Although Braswell and Pressl were unavailable for comment, Hyde said the changes were a good opportunity to “elevate…the voice of our students through [the tour guide] program.”
Some of the changes involved merging the visitation team, which covered the tour guide program, with the events team. The team also changed the name of the program from the Lafayette College Ambassadors Program (LCAP) to Ambassadors of Lafayette (AOL) and put in place seven student leaders within the revamped organization.
Also included in the new program was increased diversity training for members of the AOL program. Hyde said the admissions team has been working with the Office of Intercultural Development to provide cultural sensitivity training to tour guides to better prepare them to answer questions about diversity on campus.
The increased efforts for inclusivity training were generally well received by members of the tour guide program, but some said they felt it was not enough.
“The information [from the trainings] was extremely general, rarely reiterated, and I personally felt as though many tour guides were not internalizing or paying close attention to the information at all,” Illuzi wrote in an email. “This can easily be gleaned from observing tours, as a large percentage of tour guides will completely gloss over the Gender & Sexuality Resource Center…and the Office of Intercultural Development when touring families through Farinon.”
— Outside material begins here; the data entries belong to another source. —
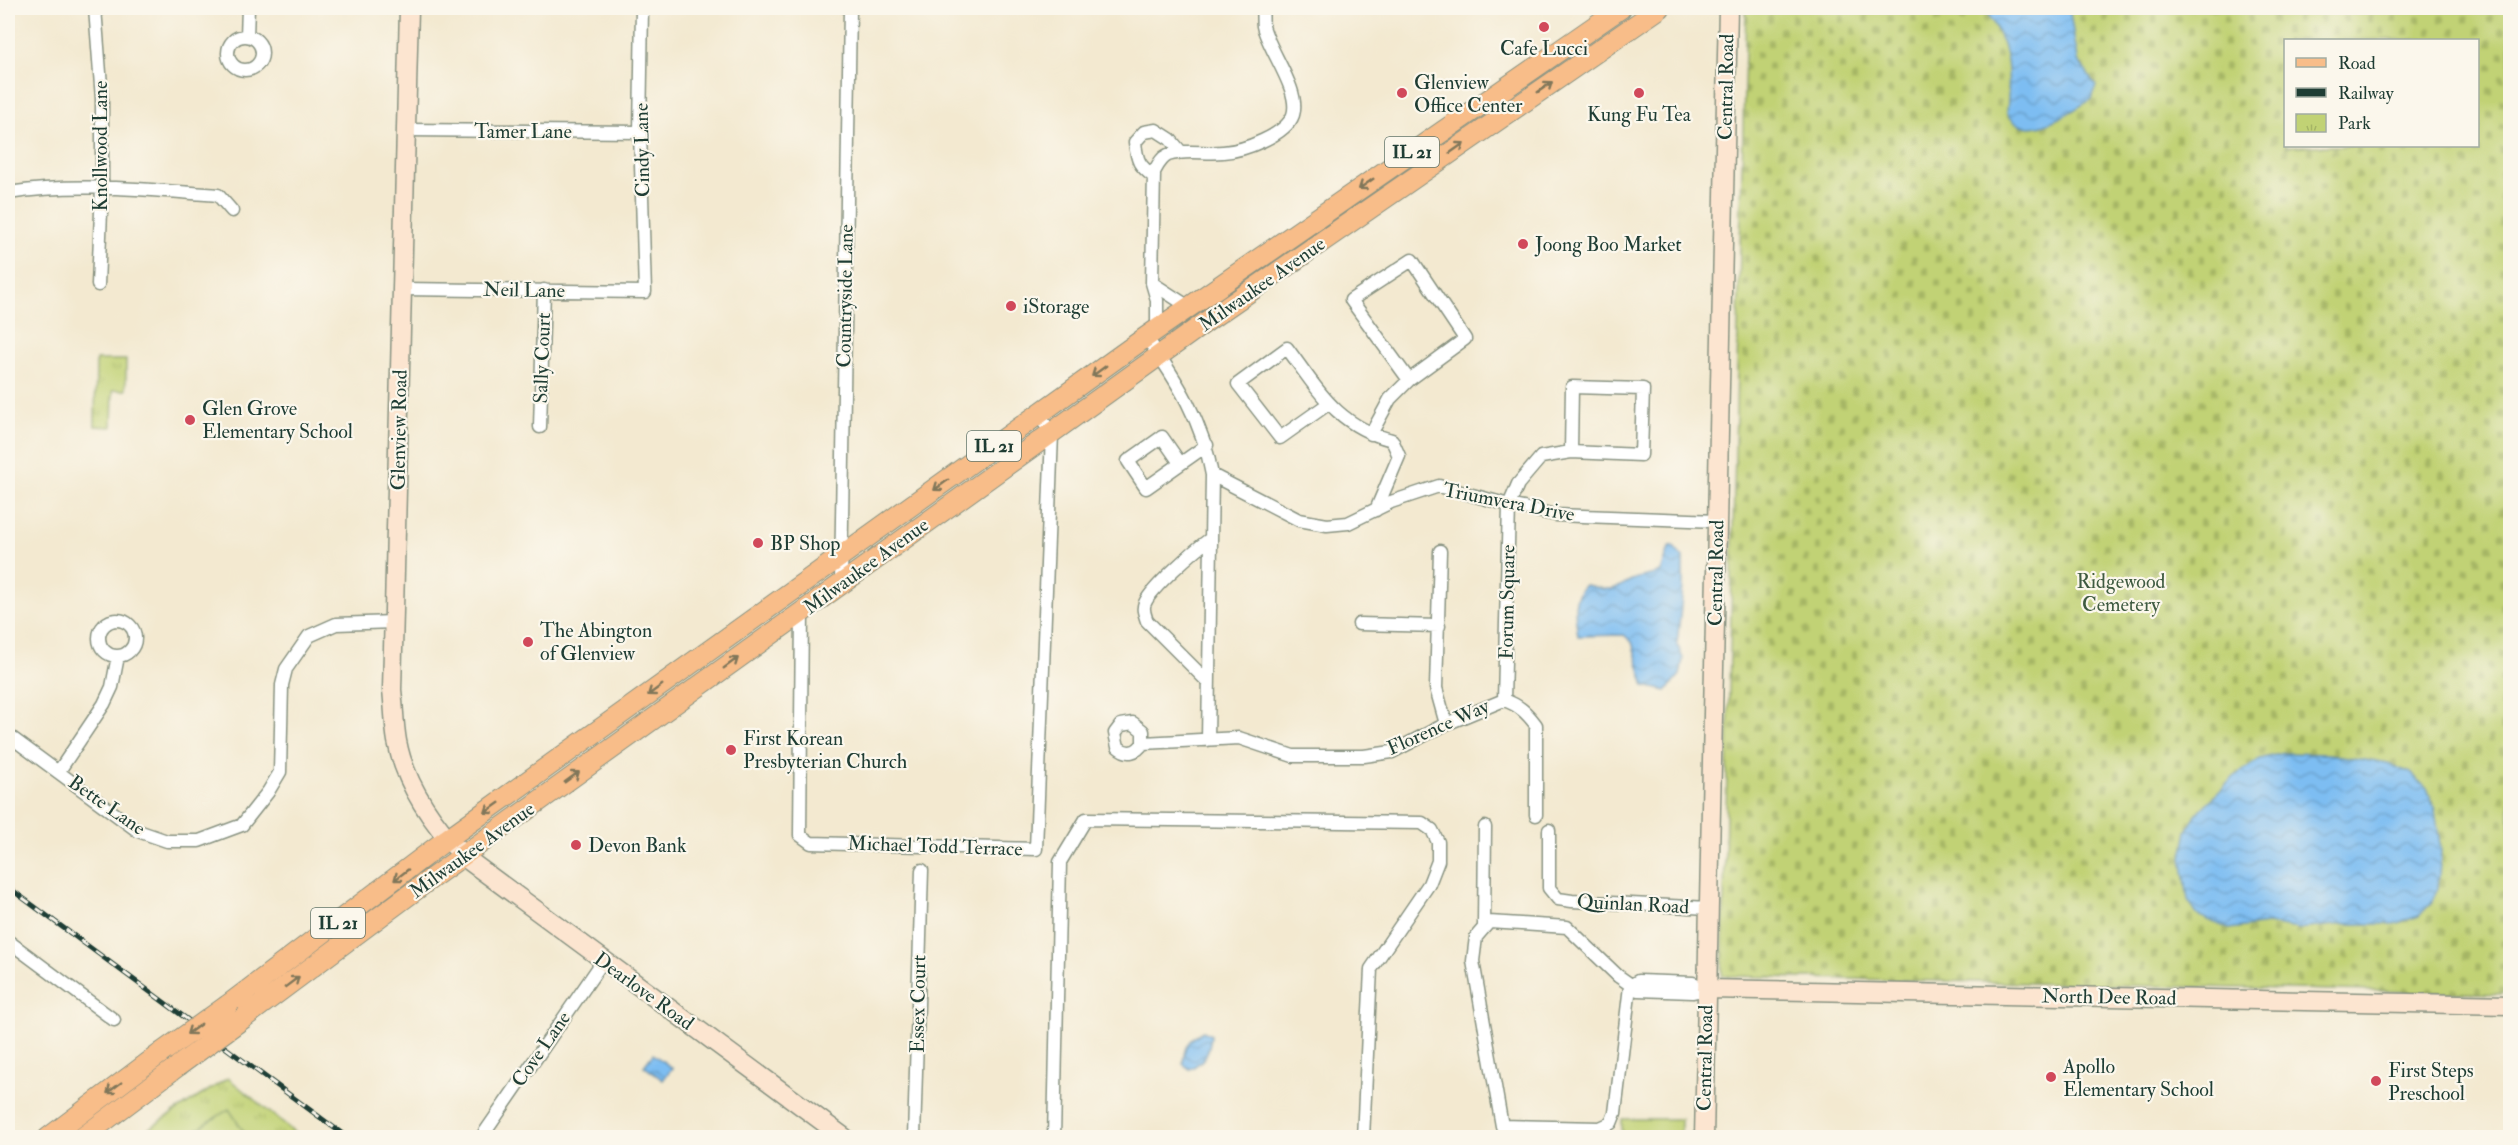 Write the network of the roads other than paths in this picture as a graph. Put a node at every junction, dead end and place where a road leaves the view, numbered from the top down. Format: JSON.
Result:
{"nodes":[{"id":1,"x":95,"y":8,"type":"edge"},
{"id":2,"x":248,"y":8,"type":"edge"},
{"id":3,"x":409,"y":8,"type":"edge"},
{"id":4,"x":642,"y":8,"type":"edge"},
{"id":5,"x":850,"y":8,"type":"edge"},
{"id":6,"x":1262,"y":8,"type":"edge"},
{"id":7,"x":1621,"y":8,"type":"edge"},
{"id":8,"x":1660,"y":8,"type":"edge"},
{"id":9,"x":1728,"y":8,"type":"edge"},
{"id":10,"x":248,"y":36,"type":"dead end"},
{"id":11,"x":1560,"y":50,"type":"junction"},
{"id":12,"x":1489,"y":126,"type":"junction"},
{"id":13,"x":407,"y":130,"type":"junction"},
{"id":14,"x":640,"y":132,"type":"junction"},
{"id":15,"x":1181,"y":152,"type":"junction"},
{"id":16,"x":1154,"y":177,"type":"junction"},
{"id":17,"x":102,"y":186,"type":"junction"},
{"id":18,"x":8,"y":193,"type":"edge"},
{"id":19,"x":232,"y":211,"type":"dead end"},
{"id":20,"x":1152,"y":283,"type":"junction"},
{"id":21,"x":98,"y":285,"type":"dead end"},
{"id":22,"x":402,"y":289,"type":"junction"},
{"id":23,"x":544,"y":290,"type":"junction"},
{"id":24,"x":645,"y":292,"type":"joint"},
{"id":25,"x":1189,"y":307,"type":"junction"},
{"id":26,"x":1152,"y":333,"type":"junction"},
{"id":27,"x":1160,"y":356,"type":"junction"},
{"id":28,"x":1409,"y":380,"type":"junction"},
{"id":29,"x":1328,"y":404,"type":"junction"},
{"id":30,"x":1038,"y":414,"type":"junction"},
{"id":31,"x":540,"y":427,"type":"dead end"},
{"id":32,"x":1052,"y":434,"type":"junction"},
{"id":33,"x":1371,"y":434,"type":"junction"},
{"id":34,"x":1207,"y":445,"type":"junction"},
{"id":35,"x":1570,"y":452,"type":"junction"},
{"id":36,"x":1180,"y":463,"type":"dead end"},
{"id":37,"x":1212,"y":475,"type":"junction"},
{"id":38,"x":1509,"y":505,"type":"junction"},
{"id":39,"x":1376,"y":510,"type":"junction"},
{"id":40,"x":1717,"y":521,"type":"junction"},
{"id":41,"x":1210,"y":539,"type":"junction"},
{"id":42,"x":1440,"y":551,"type":"dead end"},
{"id":43,"x":841,"y":556,"type":"junction"},
{"id":44,"x":841,"y":584,"type":"junction"},
{"id":45,"x":802,"y":612,"type":"junction"},
{"id":46,"x":394,"y":622,"type":"junction"},
{"id":47,"x":1359,"y":624,"type":"dead end"},
{"id":48,"x":1439,"y":626,"type":"junction"},
{"id":49,"x":118,"y":656,"type":"dead end"},
{"id":50,"x":1208,"y":682,"type":"junction"},
{"id":51,"x":1504,"y":699,"type":"junction"},
{"id":52,"x":1446,"y":724,"type":"junction"},
{"id":53,"x":8,"y":735,"type":"edge"},
{"id":54,"x":1208,"y":740,"type":"junction"},
{"id":55,"x":1143,"y":743,"type":"dead end"},
{"id":56,"x":59,"y":771,"type":"junction"},
{"id":57,"x":1536,"y":815,"type":"dead end"},
{"id":58,"x":1485,"y":827,"type":"dead end"},
{"id":59,"x":1549,"y":830,"type":"dead end"},
{"id":60,"x":447,"y":839,"type":"junction"},
{"id":61,"x":464,"y":857,"type":"junction"},
{"id":62,"x":921,"y":870,"type":"dead end"},
{"id":63,"x":1709,"y":908,"type":"junction"},
{"id":64,"x":1486,"y":923,"type":"junction"},
{"id":65,"x":8,"y":941,"type":"edge"},
{"id":66,"x":603,"y":961,"type":"junction"},
{"id":67,"x":1630,"y":986,"type":"junction"},
{"id":68,"x":1707,"y":988,"type":"junction"},
{"id":69,"x":2511,"y":1005,"type":"edge"},
{"id":70,"x":114,"y":1020,"type":"dead end"},
{"id":71,"x":48,"y":1137,"type":"edge"},
{"id":72,"x":82,"y":1137,"type":"edge"},
{"id":73,"x":481,"y":1137,"type":"edge"},
{"id":74,"x":845,"y":1137,"type":"edge"},
{"id":75,"x":915,"y":1137,"type":"edge"},
{"id":76,"x":1054,"y":1137,"type":"edge"},
{"id":77,"x":1363,"y":1137,"type":"edge"},
{"id":78,"x":1704,"y":1137,"type":"edge"}],
"edges":[{"from":1,"to":17,"type":"street","name":"Knollwood Lane"},
{"from":2,"to":10,"type":"street"},
{"from":3,"to":13,"type":"main road","name":"Glenview Road"},
{"from":4,"to":14,"type":"street","name":"Cindy Lane"},
{"from":5,"to":43,"type":"street","name":"Countryside Lane"},
{"from":6,"to":15,"type":"street"},
{"from":7,"to":11,"type":"main road","name":"Milwaukee Avenue","number":"IL 21"},
{"from":12,"to":8,"type":"main road","name":"Milwaukee Avenue","number":"IL 21","one_way":true},
{"from":9,"to":40,"type":"main road","name":"Central Road"},
{"from":11,"to":12,"type":"main road"},
{"from":11,"to":25,"type":"main road","name":"Milwaukee Avenue","number":"IL 21","one_way":true},
{"from":27,"to":12,"type":"main road","name":"Milwaukee Avenue","number":"IL 21","one_way":true},
{"from":13,"to":14,"type":"street","name":"Tamer Lane"},
{"from":13,"to":22,"type":"main road","name":"Glenview Road"},
{"from":14,"to":24,"type":"street","name":"Cindy Lane"},
{"from":15,"to":16,"type":"street"},
{"from":15,"to":16,"type":"street"},
{"from":16,"to":20,"type":"street"},
{"from":17,"to":18,"type":"street"},
{"from":17,"to":19,"type":"street"},
{"from":17,"to":21,"type":"street","name":"Knollwood Lane"},
{"from":20,"to":25,"type":"street"},
{"from":20,"to":26,"type":"street"},
{"from":22,"to":23,"type":"street","name":"Neil Lane"},
{"from":22,"to":46,"type":"main road","name":"Glenview Road"},
{"from":23,"to":24,"type":"street","name":"Neil Lane"},
{"from":23,"to":31,"type":"street","name":"Sally Court"},
{"from":25,"to":26,"type":"main road","name":"Milwaukee Avenue","number":"IL 21"},
{"from":26,"to":27,"type":"street"},
{"from":26,"to":30,"type":"main road","name":"Milwaukee Avenue","number":"IL 21","one_way":true},
{"from":27,"to":32,"type":"main road","name":"Milwaukee Avenue","number":"IL 21"},
{"from":27,"to":34,"type":"street"},
{"from":28,"to":28,"type":"street"},
{"from":28,"to":33,"type":"street"},
{"from":29,"to":29,"type":"street"},
{"from":29,"to":33,"type":"street"},
{"from":30,"to":32,"type":"street"},
{"from":30,"to":43,"type":"main road","name":"Milwaukee Avenue","number":"IL 21","one_way":true},
{"from":32,"to":44,"type":"main road","name":"Milwaukee Avenue","number":"IL 21"},
{"from":32,"to":45,"type":"street","name":"Michael Todd Terrace"},
{"from":33,"to":39,"type":"street"},
{"from":34,"to":36,"type":"street"},
{"from":34,"to":37,"type":"street"},
{"from":35,"to":35,"type":"street"},
{"from":35,"to":38,"type":"street"},
{"from":37,"to":39,"type":"street","name":"Triumvera Drive"},
{"from":37,"to":41,"type":"street"},
{"from":38,"to":39,"type":"street","name":"Triumvera Drive"},
{"from":38,"to":40,"type":"street","name":"Triumvera Drive"},
{"from":38,"to":51,"type":"street","name":"Forum Square"},
{"from":40,"to":63,"type":"main road","name":"Central Road"},
{"from":41,"to":50,"type":"street"},
{"from":41,"to":50,"type":"street"},
{"from":42,"to":48,"type":"street"},
{"from":43,"to":44,"type":"street","name":"Countryside Lane"},
{"from":43,"to":60,"type":"main road","name":"Milwaukee Avenue","number":"IL 21","one_way":true},
{"from":44,"to":45,"type":"main road","name":"Milwaukee Avenue","number":"IL 21"},
{"from":61,"to":45,"type":"main road","name":"Milwaukee Avenue","number":"IL 21","one_way":true},
{"from":46,"to":56,"type":"street","name":"Bette Lane"},
{"from":46,"to":60,"type":"main road","name":"Glenview Road"},
{"from":47,"to":48,"type":"street"},
{"from":48,"to":52,"type":"street"},
{"from":49,"to":56,"type":"street"},
{"from":50,"to":54,"type":"street"},
{"from":51,"to":52,"type":"street","name":"Florence Way"},
{"from":51,"to":57,"type":"street","name":"Florence Way"},
{"from":52,"to":54,"type":"street","name":"Florence Way"},
{"from":53,"to":56,"type":"street","name":"Bette Lane"},
{"from":54,"to":55,"type":"street"},
{"from":58,"to":64,"type":"street"},
{"from":59,"to":63,"type":"street","name":"Quinlan Road"},
{"from":60,"to":61,"type":"main road","name":"Dearlove Road"},
{"from":60,"to":71,"type":"main road","name":"Milwaukee Avenue","number":"IL 21","one_way":true,"bridge":true},
{"from":61,"to":66,"type":"main road","name":"Dearlove Road"},
{"from":72,"to":61,"type":"main road","name":"Milwaukee Avenue","number":"IL 21","one_way":true,"bridge":true},
{"from":62,"to":75,"type":"street","name":"Essex Court"},
{"from":63,"to":68,"type":"main road","name":"Central Road"},
{"from":64,"to":67,"type":"street"},
{"from":64,"to":67,"type":"street"},
{"from":65,"to":70,"type":"street"},
{"from":66,"to":73,"type":"street","name":"Cove Lane"},
{"from":66,"to":74,"type":"main road","name":"Dearlove Road"},
{"from":67,"to":68,"type":"street"},
{"from":68,"to":69,"type":"main road","name":"North Dee Road"},
{"from":68,"to":78,"type":"main road","name":"Central Road"},
{"from":76,"to":77,"type":"street"}]}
Although Illuzi said he believes that the program would benefit from having more diversity training, he said the term “diversity” itself is “used as an umbrella term or buzzword to discuss certain issues without delving into any helpful or educational detail.”
Because students of color have been historically underrepresented in the tour guide program, Fair noted that, during her time at Lafayette, white students often felt uncomfortable speaking on behalf of students of color. Instead of speaking on their behalf, she said, white students should be able to talk about diversity statistics, as well as resources available to support minority communities on campus.
“Even though most tour guides are white, [they] still should be able to talk about diversity,” Fair said. “Even if it is factual, that should be something that you’re talking about. And I think a lot of the white tour guides really had no capacity to do that for even the…race demographics on this campus.”
Yeboah also said that white students do not necessarily have to speak on behalf of students of color, but that during each tour, students should be “equipped with the information to…give to students of color” that happen to be touring. She noted that she was often approached by visiting people of color after their tour to ask questions on topics that “they [were] not going to get from their tour guide,” such as who the black professors are on campus and what resources are available to students of color.
“We’re not saying that you need to force in everything about how people of color here are treated…but we just want…tour guides to be equipped with the information to give to students of color [that] they happen to have them on a tour,” she said.
“You can’t just know a small subset, you need to know about all of the mechanisms at the school,” she added.
Acheampong said he felt that when diversity and inclusion was brought up as part of training, white students were often at “the edge of their seat” due to the idea that white students do not bring additional diversity to the college.
A common misconception, Acheampong said, is that white students don’t add to diversity. He said that color is not the only factor to consider, and that many other elements are included, such as religious involvement, sexual orientation, and personality type.
“No matter who you are…you add to the diversity on campus,” he said. “[But] how we’re accommodating to that, how we are working on diversity, we’re not all the way there yet.”